A preview of some of the most interesting papers appearing in the
January 2009 issue of the 
Journal of the SID. 
To obtain access to these articles on-line, please go to www.sid.org

Edited by Aris Silzars


Glare-limited appearances in HDR images

Alessandro Rizzi
John J. McCann

Università degli Studi Milano

Abstract — Intraocular glare and simultaneous contrast control appearance in high-dynamic-range (HDR) images. Unique test targets that simulate real images are described. These targetschange the HDR range by 500 times, without significantly changing the veiling glare on the retina. These targets also have a nearly constant simultaneous contrast. The range of appearances possible from HDR images with different average luminances were measured. The targets displayed a maximum luminance range of 5.4 log units. Using magnitude estimates (MagEst) of appearances, the relationship between luminance and lightness from white to black was measured. With one exception, only small changes in appearance with large changes in dynamic range were found. It was also found that appearance was scene-dependent. The same dark grays (MagEst = 10) were observed with luminances of 10, 4.2, 1.1, and 0.063, depending on the percentage of white area in the surround. Glare from more white increases the retinal luminance of the test areas. Simultaneous contrast counteracts glare by making the appearance range (white–black) with a much smaller range of luminances. Appearance is controlled by both the optical scattered light and the spatial processing. A single tone-scale function of luminance cannot describe appearance controlled by scatter and spatial processing.

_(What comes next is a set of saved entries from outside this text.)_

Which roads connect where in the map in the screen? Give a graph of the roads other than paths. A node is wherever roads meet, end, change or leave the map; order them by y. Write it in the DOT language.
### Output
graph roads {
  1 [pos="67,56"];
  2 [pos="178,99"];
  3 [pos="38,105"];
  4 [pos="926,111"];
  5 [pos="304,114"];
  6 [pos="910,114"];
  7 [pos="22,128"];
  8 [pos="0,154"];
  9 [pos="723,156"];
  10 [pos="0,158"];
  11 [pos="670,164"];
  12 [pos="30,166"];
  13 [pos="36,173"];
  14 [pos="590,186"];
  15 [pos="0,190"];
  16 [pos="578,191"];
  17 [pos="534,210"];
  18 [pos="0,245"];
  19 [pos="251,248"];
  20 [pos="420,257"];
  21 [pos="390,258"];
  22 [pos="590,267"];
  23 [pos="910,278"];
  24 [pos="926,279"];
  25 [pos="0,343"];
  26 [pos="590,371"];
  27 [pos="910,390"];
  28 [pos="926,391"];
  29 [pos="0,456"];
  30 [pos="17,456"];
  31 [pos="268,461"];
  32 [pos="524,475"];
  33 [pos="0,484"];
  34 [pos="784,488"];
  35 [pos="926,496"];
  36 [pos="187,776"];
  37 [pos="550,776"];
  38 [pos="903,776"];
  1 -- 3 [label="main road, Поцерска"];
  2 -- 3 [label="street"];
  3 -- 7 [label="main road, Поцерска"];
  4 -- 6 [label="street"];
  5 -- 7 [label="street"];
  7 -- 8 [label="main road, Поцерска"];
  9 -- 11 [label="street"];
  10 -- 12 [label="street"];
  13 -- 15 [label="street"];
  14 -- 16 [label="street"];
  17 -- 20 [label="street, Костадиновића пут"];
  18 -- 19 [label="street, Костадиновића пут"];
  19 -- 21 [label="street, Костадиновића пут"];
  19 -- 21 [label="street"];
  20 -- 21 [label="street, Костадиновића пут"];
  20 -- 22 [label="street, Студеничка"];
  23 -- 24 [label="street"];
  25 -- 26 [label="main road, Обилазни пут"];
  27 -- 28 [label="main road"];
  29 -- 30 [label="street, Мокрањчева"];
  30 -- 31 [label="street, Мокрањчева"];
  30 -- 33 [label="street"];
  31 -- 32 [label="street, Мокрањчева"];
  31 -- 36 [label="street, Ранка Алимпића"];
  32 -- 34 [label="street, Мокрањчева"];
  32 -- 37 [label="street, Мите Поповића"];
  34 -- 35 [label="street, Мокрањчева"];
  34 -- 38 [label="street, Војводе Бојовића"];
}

If the global physical properties of glare are considered, a surround that is, on average, equal to the middle of the dynamic range is prefered. This can be achieved by making the surround 50% max and 50% min luminance. Experiments have shown that the spatial distribution of white in the surround affects the appearance. To approximate real images, the half-white–half-black areas in differently sized squares were distributed.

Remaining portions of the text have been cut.